THE PROBLEM:
Would you retype exactly the lines from the one containing "middle tip: (1127, 738)" through the last line of the records below, and nothing else?

LISTED RECORDS:
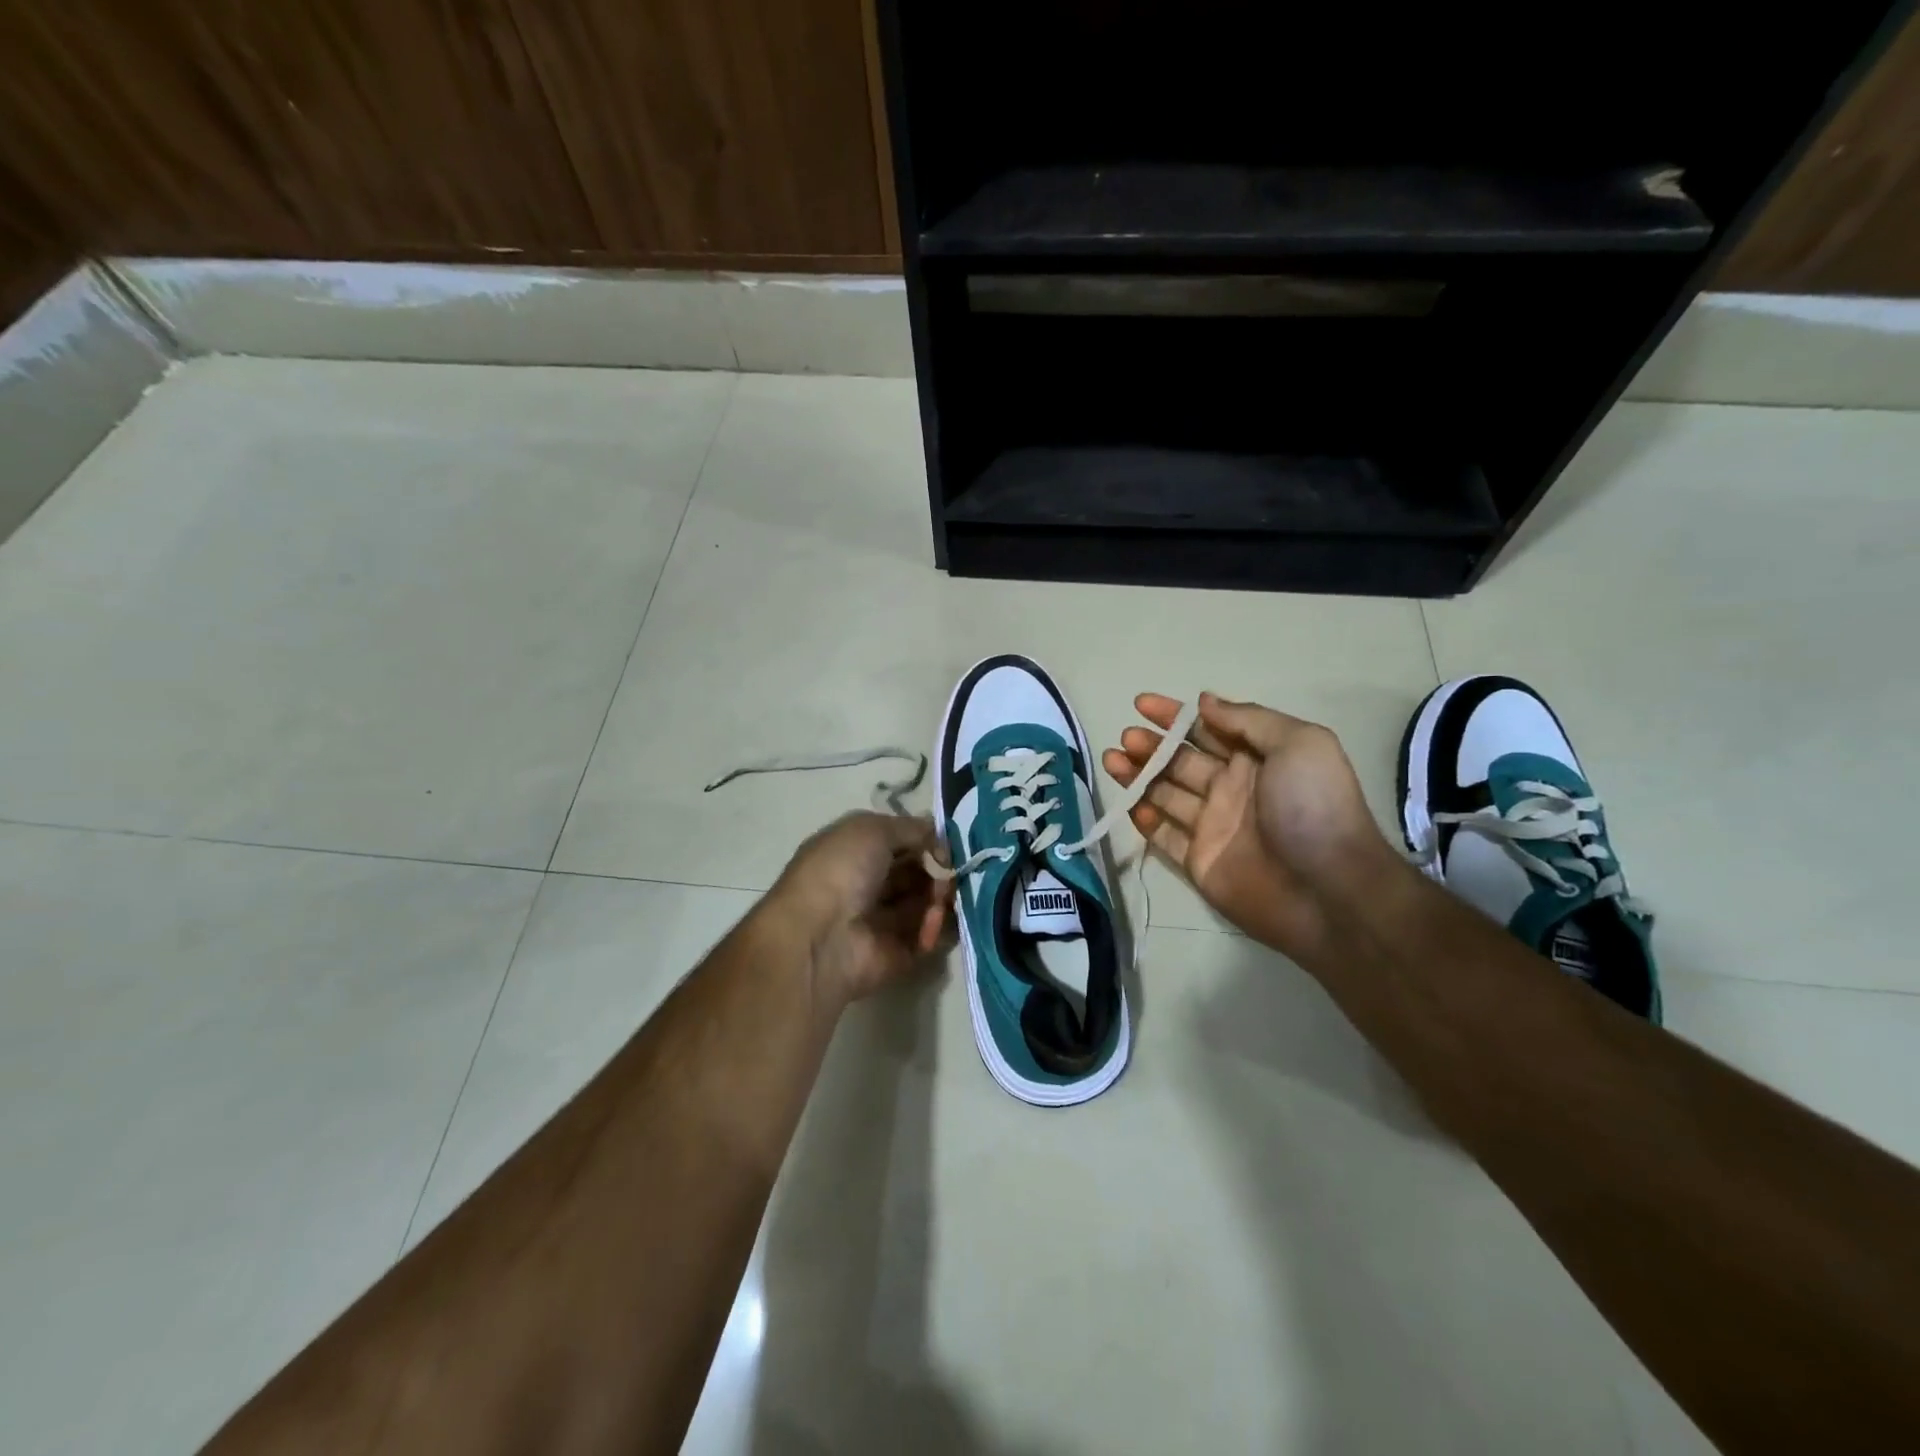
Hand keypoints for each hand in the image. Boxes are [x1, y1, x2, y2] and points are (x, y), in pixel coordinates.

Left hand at [769, 811, 951, 1003]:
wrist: (820, 939)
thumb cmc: (840, 872)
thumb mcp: (871, 829)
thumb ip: (909, 828)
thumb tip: (936, 835)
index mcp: (854, 852)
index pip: (900, 841)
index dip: (925, 839)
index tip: (946, 841)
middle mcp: (868, 884)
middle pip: (919, 871)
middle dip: (939, 868)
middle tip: (949, 870)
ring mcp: (884, 921)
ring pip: (929, 901)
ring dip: (942, 895)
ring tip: (942, 895)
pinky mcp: (900, 953)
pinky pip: (931, 935)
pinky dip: (939, 926)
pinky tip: (932, 920)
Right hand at [1102, 692, 1400, 964]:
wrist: (1329, 891)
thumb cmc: (1315, 808)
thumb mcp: (1298, 744)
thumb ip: (1248, 720)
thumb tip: (1204, 702)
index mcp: (1256, 759)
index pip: (1206, 729)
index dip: (1174, 715)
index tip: (1141, 703)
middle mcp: (1231, 789)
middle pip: (1180, 760)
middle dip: (1151, 745)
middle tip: (1127, 738)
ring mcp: (1213, 826)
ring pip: (1165, 794)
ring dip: (1137, 775)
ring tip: (1111, 759)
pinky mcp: (1198, 862)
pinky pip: (1164, 836)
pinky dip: (1145, 820)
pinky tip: (1130, 805)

OUTPUT FOR THIS TASK:
middle tip: (1127, 738)
ring mcp: (1213, 826)
ring pip: (1165, 794)
ring dip: (1137, 775)
ring tip: (1111, 759)
pinky mcp: (1198, 862)
pinky pip: (1164, 836)
pinky dip: (1145, 820)
pinky tip: (1130, 805)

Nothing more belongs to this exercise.